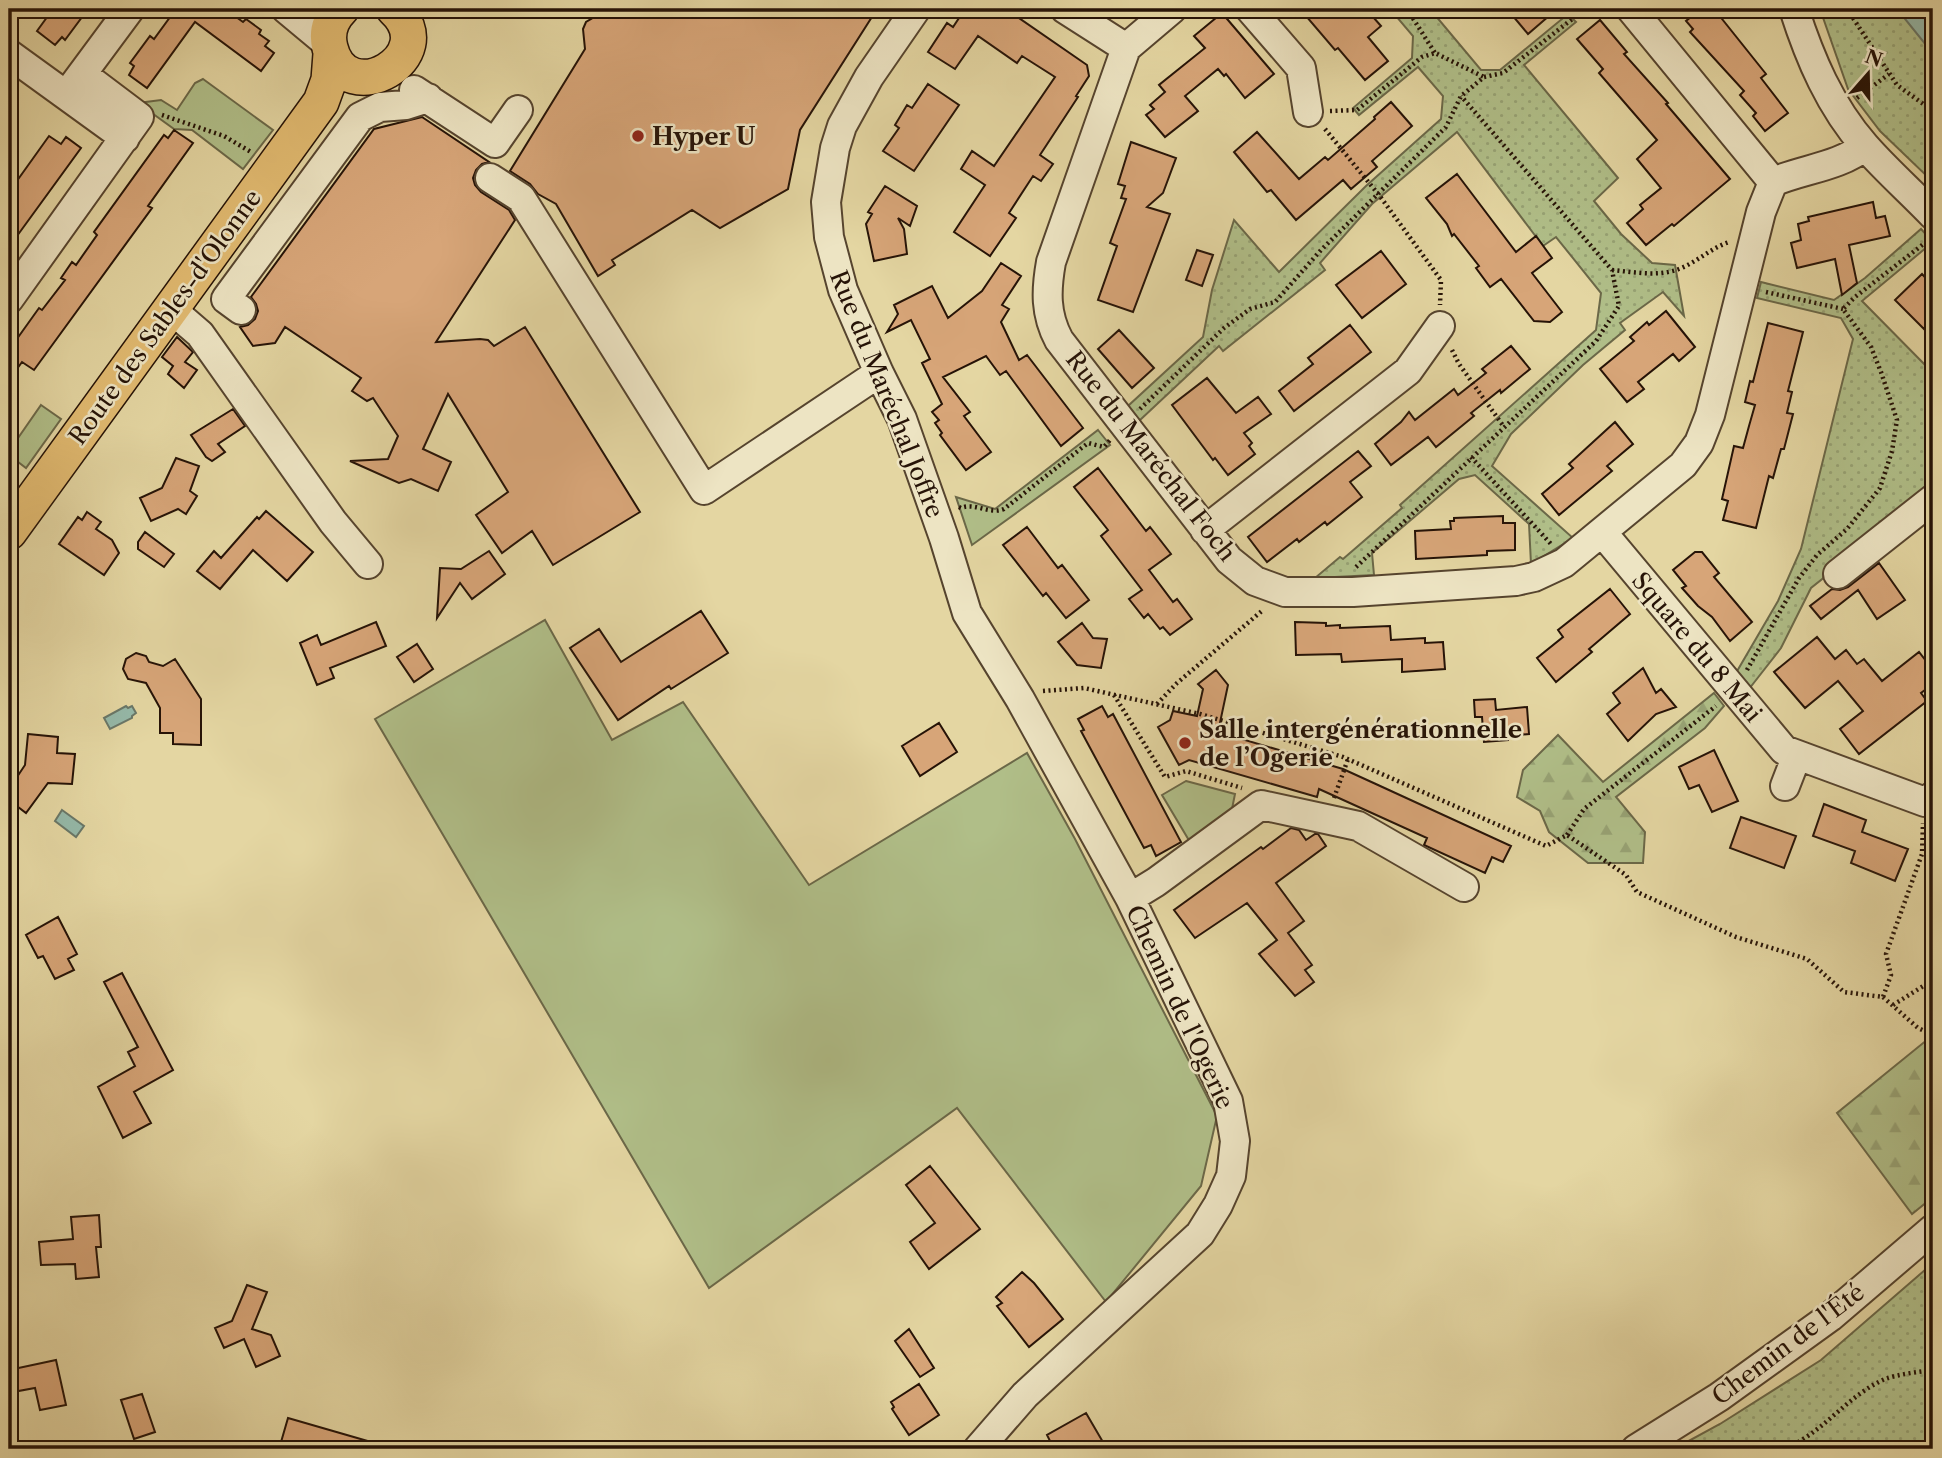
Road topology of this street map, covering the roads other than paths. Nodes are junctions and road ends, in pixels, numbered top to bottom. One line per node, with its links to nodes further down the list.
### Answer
1 (130, 9): 15 (street)
2 (286, 9): 12 (street)
3 (341, 9): 12 (main road, Route des Sables-d'Olonne)
4 (916, 9): 28 (street, Rue du Maréchal Joffre)
5 (1065, 9): 11 (street)
6 (1172, 9): 11 (street)
7 (1251, 9): 19 (street)
8 (1632, 9): 22 (street)
9 (1794, 9): 20 (street)
10 (404, 25): 14 (main road, Route des Sables-d'Olonne); 16 (street)
11 (1126, 48): 30 (street, Rue du Maréchal Foch)
12 (330, 49): 14 (main road); 17 (main road, Route des Sables-d'Olonne)
13 (9, 54): 15 (street)
14 (374, 77): 16 (street); 17 (main road, Route des Sables-d'Olonne)
15 (74, 85): 24 (street)
16 (423, 94): 18 (street); 26 (street)
17 (321, 102): 25 (main road, Route des Sables-d'Olonne)
18 (518, 110)
19 (1308, 112)
20 (1865, 146): 22 (street); 23 (street)
21 (490, 178): 28 (street)
22 (1773, 182): 32 (street, Rue du Maréchal Foch)
23 (1933, 215)
24 (9, 299)
25 (171, 309): 31 (main road, Route des Sables-d'Olonne); 33 (street)
26 (241, 310)
27 (1440, 326): 30 (street)
28 (879, 373): 35 (street, Rue du Maréchal Joffre)
29 (1933, 499): 34 (street)
30 (1205, 530): 32 (street, Rue du Maréchal Foch)
31 (9, 532)
32 (1602, 532): 36 (street, Square du 8 Mai)
33 (368, 564)
34 (1838, 575)
35 (1020, 699): 40 (street, Chemin de l'Ogerie)
36 (1797, 755): 37 (street); 38 (street, Square du 8 Mai)
37 (1785, 786)
38 (1929, 799)
39 (1464, 887): 40 (street)
40 (1130, 898): 42 (street, Chemin de l'Ogerie)
41 (1933, 1229): 43 (street, Chemin de l'Été)
42 (978, 1449)
43 (1636, 1449)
========
[Your goal]
If a record holds a picture, leave that picture out; retype everything else exactly.

[Task solution]
Road topology of this street map, covering the roads other than paths. Nodes are junctions and road ends, in pixels, numbered top to bottom. One line per node, with its links to nodes further down the list.
### Answer
1 (130, 9): 15 (street)
2 (286, 9): 12 (street)
3 (341, 9): 12 (main road, Route des Sables-d'Olonne)
4 (916, 9): 28 (street, Rue du Maréchal Joffre)
5 (1065, 9): 11 (street)
6 (1172, 9): 11 (street)
7 (1251, 9): 19 (street)
8 (1632, 9): 22 (street)
9 (1794, 9): 20 (street)
10 (404, 25): 14 (main road, Route des Sables-d'Olonne); 16 (street)
11 (1126, 48): 30 (street, Rue du Maréchal Foch)
12 (330, 49): 14 (main road); 17 (main road, Route des Sables-d'Olonne)
13 (9, 54): 15 (street)
14 (374, 77): 16 (street); 17 (main road, Route des Sables-d'Olonne)
15 (74, 85): 24 (street)
16 (423, 94): 18 (street); 26 (street)
17 (321, 102): 25 (main road, Route des Sables-d'Olonne)
18 (518, 110)
19 (1308, 112)
20 (1865, 146): 22 (street); 23 (street)
21 (490, 178): 28 (street)
22 (1773, 182): 32 (street, Rue du Maréchal Foch)
23 (1933, 215)
24 (9, 299)
25 (171, 309): 31 (main road, Route des Sables-d'Olonne); 33 (street)
26 (241, 310)
27 (1440, 326): 30 (street)
28 (879, 373): 35 (street, Rue du Maréchal Joffre)
29 (1933, 499): 34 (street)
30 (1205, 530): 32 (street, Rue du Maréchal Foch)
31 (9, 532)
32 (1602, 532): 36 (street, Square du 8 Mai)
33 (368, 564)
34 (1838, 575)
35 (1020, 699): 40 (street, Chemin de l'Ogerie)
36 (1797, 755): 37 (street); 38 (street, Square du 8 Mai)
37 (1785, 786)
38 (1929, 799)
39 (1464, 887): 40 (street)
40 (1130, 898): 42 (street, Chemin de l'Ogerie)
41 (1933, 1229): 43 (street, Chemin de l'Été)
42 (978, 1449)
43 (1636, 1449)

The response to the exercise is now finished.